The task
Below are records to be copied exactly; their pictures are to be omitted.

Stored data entries:

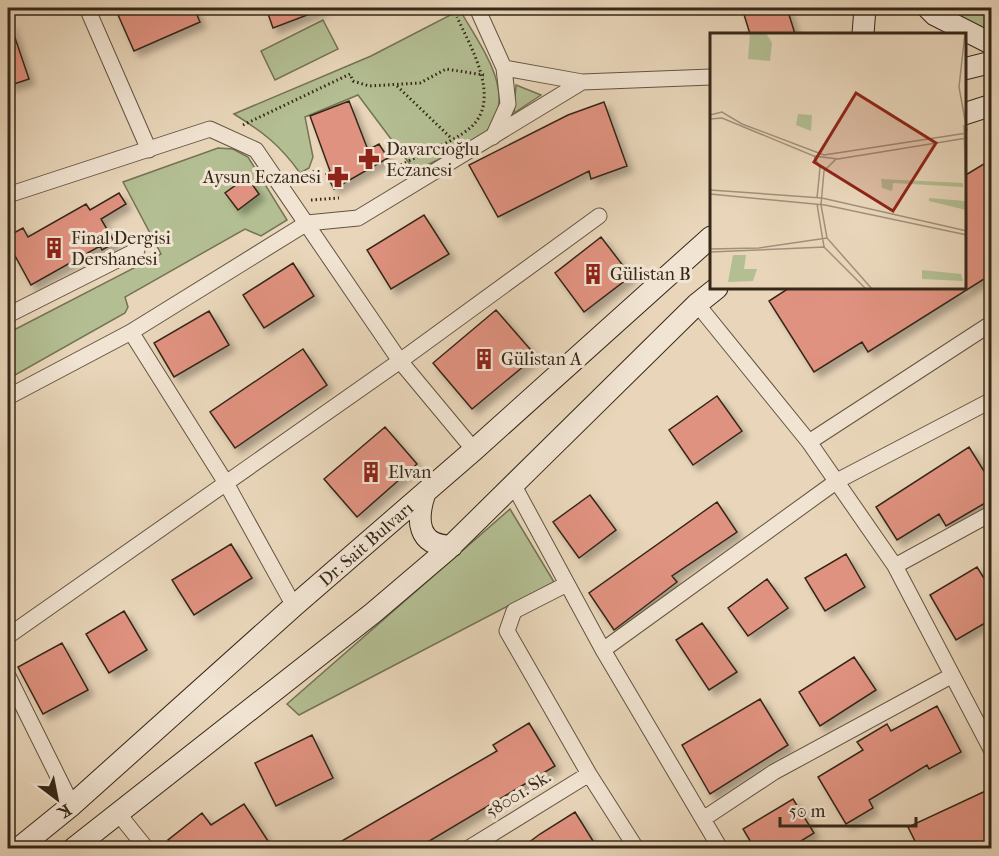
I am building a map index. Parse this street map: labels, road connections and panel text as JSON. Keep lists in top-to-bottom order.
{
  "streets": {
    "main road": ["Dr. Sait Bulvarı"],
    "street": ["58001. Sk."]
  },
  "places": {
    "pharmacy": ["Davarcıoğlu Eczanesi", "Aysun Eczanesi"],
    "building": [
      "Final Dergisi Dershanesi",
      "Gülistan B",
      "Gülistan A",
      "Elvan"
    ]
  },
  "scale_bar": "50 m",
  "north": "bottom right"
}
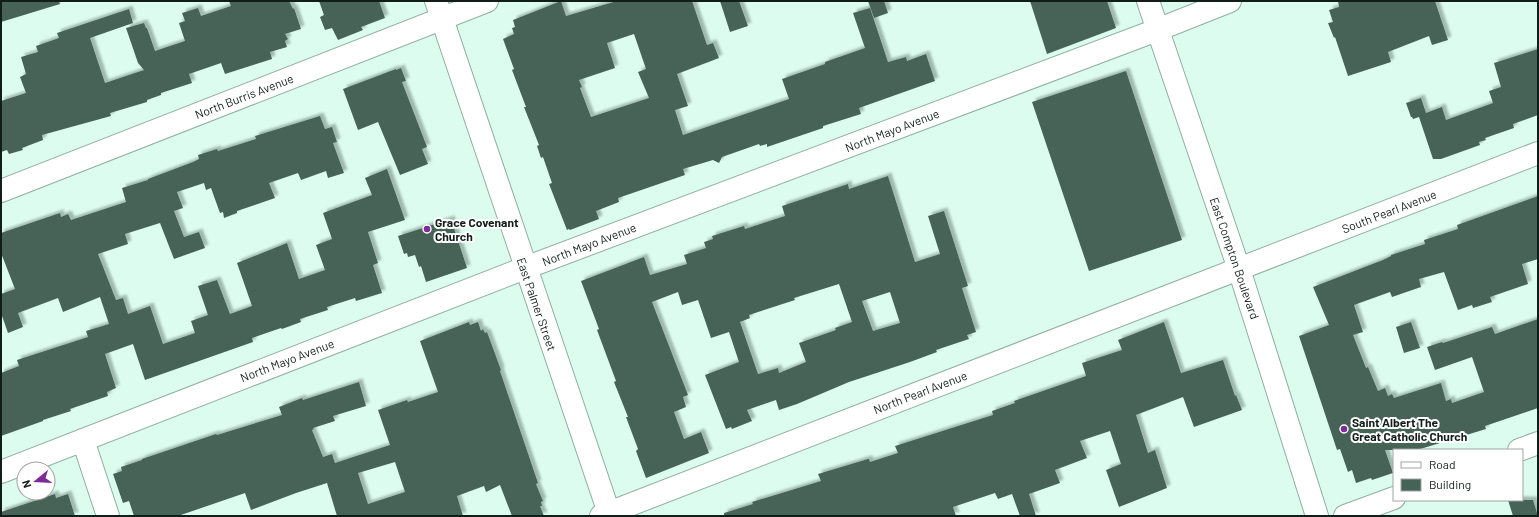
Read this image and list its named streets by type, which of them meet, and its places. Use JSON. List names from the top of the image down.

Output for this task
I am building a map index. Parse this street map: labels, road connections and panel text as JSON. Keep lists in top-to-bottom order.
{
  "streets": {
    "main road": ["Dr. Sait Bulvarı"],
    "street": ["58001. Sk."]
  },
  "places": {
    "pharmacy": ["Davarcıoğlu Eczanesi", "Aysun Eczanesi"],
    "building": [
      "Final Dergisi Dershanesi",
      "Gülistan B",
      "Gülistan A",
      "Elvan"
    ]
  },
  "scale_bar": "50 m",
  "north": "bottom right"
}
Read this image and list its named streets by type, which of them meet, and its places. Use JSON. List names from the top of the image down.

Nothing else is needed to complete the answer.